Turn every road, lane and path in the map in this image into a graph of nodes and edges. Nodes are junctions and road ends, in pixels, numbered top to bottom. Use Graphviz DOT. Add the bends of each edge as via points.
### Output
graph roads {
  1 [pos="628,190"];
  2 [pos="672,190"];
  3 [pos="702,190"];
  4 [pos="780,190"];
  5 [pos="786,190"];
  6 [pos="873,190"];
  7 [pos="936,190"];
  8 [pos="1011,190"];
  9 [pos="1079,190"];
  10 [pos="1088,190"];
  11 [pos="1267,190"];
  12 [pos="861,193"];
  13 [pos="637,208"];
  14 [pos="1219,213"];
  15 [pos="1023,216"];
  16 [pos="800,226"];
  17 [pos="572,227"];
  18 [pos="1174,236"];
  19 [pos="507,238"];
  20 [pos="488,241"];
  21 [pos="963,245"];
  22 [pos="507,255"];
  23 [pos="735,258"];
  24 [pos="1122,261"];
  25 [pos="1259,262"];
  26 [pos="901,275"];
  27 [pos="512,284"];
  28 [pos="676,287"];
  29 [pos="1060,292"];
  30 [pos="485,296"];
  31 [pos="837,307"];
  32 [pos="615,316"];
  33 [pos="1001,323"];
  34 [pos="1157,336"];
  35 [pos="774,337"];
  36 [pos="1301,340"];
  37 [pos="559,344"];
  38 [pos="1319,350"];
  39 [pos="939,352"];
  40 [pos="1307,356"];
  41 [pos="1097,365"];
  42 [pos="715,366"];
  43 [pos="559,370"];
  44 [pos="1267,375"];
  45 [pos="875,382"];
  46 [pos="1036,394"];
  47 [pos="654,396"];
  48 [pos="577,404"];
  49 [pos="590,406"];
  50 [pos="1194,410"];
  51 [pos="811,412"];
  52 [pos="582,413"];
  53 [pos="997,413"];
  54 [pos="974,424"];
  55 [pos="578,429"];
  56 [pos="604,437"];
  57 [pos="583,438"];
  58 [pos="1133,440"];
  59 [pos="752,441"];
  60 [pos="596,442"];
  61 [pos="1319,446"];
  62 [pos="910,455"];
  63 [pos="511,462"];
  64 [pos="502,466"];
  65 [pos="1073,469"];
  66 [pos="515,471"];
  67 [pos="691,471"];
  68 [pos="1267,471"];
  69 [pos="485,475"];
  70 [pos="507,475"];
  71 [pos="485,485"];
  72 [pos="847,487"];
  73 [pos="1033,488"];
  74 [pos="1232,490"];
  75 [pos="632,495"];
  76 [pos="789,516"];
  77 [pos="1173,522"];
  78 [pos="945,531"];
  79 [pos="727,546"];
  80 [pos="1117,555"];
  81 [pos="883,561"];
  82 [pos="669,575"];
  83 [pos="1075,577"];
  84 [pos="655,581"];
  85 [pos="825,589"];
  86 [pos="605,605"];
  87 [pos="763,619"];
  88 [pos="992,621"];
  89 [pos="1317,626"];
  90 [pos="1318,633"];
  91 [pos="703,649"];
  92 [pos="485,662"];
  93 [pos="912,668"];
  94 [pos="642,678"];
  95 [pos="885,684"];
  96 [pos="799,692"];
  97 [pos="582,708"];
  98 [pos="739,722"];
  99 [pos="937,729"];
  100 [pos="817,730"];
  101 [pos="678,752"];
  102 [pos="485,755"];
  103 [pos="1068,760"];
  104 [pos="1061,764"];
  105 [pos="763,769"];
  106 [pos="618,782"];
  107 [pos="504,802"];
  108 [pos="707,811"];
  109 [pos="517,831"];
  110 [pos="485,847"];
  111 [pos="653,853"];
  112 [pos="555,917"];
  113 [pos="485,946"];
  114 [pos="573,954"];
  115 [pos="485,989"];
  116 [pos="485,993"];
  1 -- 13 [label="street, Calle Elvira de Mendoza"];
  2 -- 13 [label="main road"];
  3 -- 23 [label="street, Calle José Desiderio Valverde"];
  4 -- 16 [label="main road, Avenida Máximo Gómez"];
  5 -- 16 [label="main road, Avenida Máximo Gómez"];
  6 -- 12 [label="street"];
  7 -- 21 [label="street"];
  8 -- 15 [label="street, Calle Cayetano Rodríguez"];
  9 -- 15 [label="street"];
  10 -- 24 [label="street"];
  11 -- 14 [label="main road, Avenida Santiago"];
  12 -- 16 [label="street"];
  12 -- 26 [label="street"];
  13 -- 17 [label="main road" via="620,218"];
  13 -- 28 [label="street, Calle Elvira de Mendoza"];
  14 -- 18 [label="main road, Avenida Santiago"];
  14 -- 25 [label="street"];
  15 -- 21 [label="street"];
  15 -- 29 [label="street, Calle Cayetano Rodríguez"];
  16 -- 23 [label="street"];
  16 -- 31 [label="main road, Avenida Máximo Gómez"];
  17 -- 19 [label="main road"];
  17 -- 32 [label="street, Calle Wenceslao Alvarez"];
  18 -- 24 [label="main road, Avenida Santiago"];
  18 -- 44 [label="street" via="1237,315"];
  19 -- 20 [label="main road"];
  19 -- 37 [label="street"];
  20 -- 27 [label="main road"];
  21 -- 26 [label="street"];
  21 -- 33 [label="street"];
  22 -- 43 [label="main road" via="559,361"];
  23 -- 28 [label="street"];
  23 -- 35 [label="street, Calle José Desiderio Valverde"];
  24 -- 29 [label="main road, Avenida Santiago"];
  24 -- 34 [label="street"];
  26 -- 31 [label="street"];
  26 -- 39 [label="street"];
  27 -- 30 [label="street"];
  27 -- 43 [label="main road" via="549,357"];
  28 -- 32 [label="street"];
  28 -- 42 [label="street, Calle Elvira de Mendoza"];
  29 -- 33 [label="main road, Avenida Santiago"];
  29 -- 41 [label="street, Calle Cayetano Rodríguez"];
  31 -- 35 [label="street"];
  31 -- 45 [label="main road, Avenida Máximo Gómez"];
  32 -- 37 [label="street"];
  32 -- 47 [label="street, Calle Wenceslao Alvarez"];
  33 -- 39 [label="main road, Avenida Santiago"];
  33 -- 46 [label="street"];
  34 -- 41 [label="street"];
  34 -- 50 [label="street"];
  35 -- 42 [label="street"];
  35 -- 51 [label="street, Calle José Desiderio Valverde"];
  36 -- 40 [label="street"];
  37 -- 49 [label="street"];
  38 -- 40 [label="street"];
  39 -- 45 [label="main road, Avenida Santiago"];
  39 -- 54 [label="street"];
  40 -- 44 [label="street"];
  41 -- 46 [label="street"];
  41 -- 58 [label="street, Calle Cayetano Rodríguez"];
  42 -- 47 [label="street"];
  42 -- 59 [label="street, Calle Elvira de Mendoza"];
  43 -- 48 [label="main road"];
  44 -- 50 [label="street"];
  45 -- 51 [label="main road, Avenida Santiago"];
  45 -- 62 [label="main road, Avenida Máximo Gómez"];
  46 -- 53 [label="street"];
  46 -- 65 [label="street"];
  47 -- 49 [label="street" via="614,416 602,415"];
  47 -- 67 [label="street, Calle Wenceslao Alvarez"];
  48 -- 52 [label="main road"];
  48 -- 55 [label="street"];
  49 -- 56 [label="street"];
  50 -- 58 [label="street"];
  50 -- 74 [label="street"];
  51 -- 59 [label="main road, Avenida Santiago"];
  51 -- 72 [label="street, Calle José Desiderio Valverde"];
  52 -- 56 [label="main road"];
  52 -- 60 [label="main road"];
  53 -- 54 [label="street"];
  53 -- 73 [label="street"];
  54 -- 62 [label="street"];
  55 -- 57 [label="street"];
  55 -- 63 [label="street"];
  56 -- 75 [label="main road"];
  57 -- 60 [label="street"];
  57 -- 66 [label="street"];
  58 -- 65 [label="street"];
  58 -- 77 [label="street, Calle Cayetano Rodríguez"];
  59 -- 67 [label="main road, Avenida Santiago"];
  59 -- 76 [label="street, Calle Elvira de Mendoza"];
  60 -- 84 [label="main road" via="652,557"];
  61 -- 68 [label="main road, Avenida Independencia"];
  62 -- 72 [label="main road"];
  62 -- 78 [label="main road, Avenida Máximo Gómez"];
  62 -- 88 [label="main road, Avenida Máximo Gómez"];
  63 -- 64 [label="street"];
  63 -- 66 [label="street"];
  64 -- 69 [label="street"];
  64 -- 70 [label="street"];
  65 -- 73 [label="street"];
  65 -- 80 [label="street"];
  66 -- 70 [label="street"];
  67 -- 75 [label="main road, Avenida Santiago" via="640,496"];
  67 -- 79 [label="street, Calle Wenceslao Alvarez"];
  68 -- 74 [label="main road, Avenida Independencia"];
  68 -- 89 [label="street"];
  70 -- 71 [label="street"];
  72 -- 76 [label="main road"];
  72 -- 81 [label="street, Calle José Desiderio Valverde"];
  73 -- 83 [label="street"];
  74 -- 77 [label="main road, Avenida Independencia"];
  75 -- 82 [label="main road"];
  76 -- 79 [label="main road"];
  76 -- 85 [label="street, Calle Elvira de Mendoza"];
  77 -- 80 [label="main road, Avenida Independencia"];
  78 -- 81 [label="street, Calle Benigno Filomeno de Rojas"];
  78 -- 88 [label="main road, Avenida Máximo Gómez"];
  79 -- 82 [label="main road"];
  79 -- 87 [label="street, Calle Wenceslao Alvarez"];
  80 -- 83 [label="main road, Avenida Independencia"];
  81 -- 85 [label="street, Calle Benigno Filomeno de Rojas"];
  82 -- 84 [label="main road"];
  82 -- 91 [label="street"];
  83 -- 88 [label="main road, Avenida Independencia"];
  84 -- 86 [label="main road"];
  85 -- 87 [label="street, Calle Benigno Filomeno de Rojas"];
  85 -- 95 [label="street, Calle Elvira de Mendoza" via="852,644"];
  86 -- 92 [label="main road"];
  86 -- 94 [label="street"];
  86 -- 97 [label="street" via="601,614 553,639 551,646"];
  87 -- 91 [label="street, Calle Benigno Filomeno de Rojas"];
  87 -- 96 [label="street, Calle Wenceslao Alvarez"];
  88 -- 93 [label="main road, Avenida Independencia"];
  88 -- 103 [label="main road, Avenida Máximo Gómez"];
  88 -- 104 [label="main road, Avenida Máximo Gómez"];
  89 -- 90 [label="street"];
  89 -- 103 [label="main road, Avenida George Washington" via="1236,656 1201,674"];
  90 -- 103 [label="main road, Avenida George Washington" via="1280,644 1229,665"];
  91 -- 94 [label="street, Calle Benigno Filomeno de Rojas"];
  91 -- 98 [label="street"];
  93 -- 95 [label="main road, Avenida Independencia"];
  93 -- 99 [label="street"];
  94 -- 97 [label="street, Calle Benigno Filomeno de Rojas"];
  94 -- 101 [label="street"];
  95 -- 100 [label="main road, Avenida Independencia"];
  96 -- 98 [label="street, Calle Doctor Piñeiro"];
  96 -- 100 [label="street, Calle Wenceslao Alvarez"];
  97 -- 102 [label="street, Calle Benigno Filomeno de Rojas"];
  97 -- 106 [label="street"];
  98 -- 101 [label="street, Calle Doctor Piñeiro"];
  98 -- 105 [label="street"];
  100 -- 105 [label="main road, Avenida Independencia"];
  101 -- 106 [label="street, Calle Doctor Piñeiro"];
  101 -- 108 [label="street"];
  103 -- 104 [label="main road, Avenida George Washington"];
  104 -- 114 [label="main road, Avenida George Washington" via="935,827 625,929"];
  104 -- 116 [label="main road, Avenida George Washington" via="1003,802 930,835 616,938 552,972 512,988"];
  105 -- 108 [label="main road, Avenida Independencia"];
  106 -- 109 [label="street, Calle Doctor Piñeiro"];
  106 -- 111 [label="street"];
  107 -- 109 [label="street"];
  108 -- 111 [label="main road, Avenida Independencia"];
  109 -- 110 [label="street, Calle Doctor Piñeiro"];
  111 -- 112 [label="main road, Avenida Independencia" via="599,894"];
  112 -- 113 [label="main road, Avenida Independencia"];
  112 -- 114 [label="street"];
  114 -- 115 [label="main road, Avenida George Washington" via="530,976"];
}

» Exercise details: Go through the data and return each line where the word "Washington" appears.

» Answer section:
  89 -- 103 [label="main road, Avenida George Washington" via="1236,656 1201,674"];
  90 -- 103 [label="main road, Avenida George Washington" via="1280,644 1229,665"];
  103 -- 104 [label="main road, Avenida George Washington"];
  104 -- 114 [label="main road, Avenida George Washington" via="935,827 625,929"];
  104 -- 116 [label="main road, Avenida George Washington" via="1003,802 930,835 616,938 552,972 512,988"];
  114 -- 115 [label="main road, Avenida George Washington" via="530,976"];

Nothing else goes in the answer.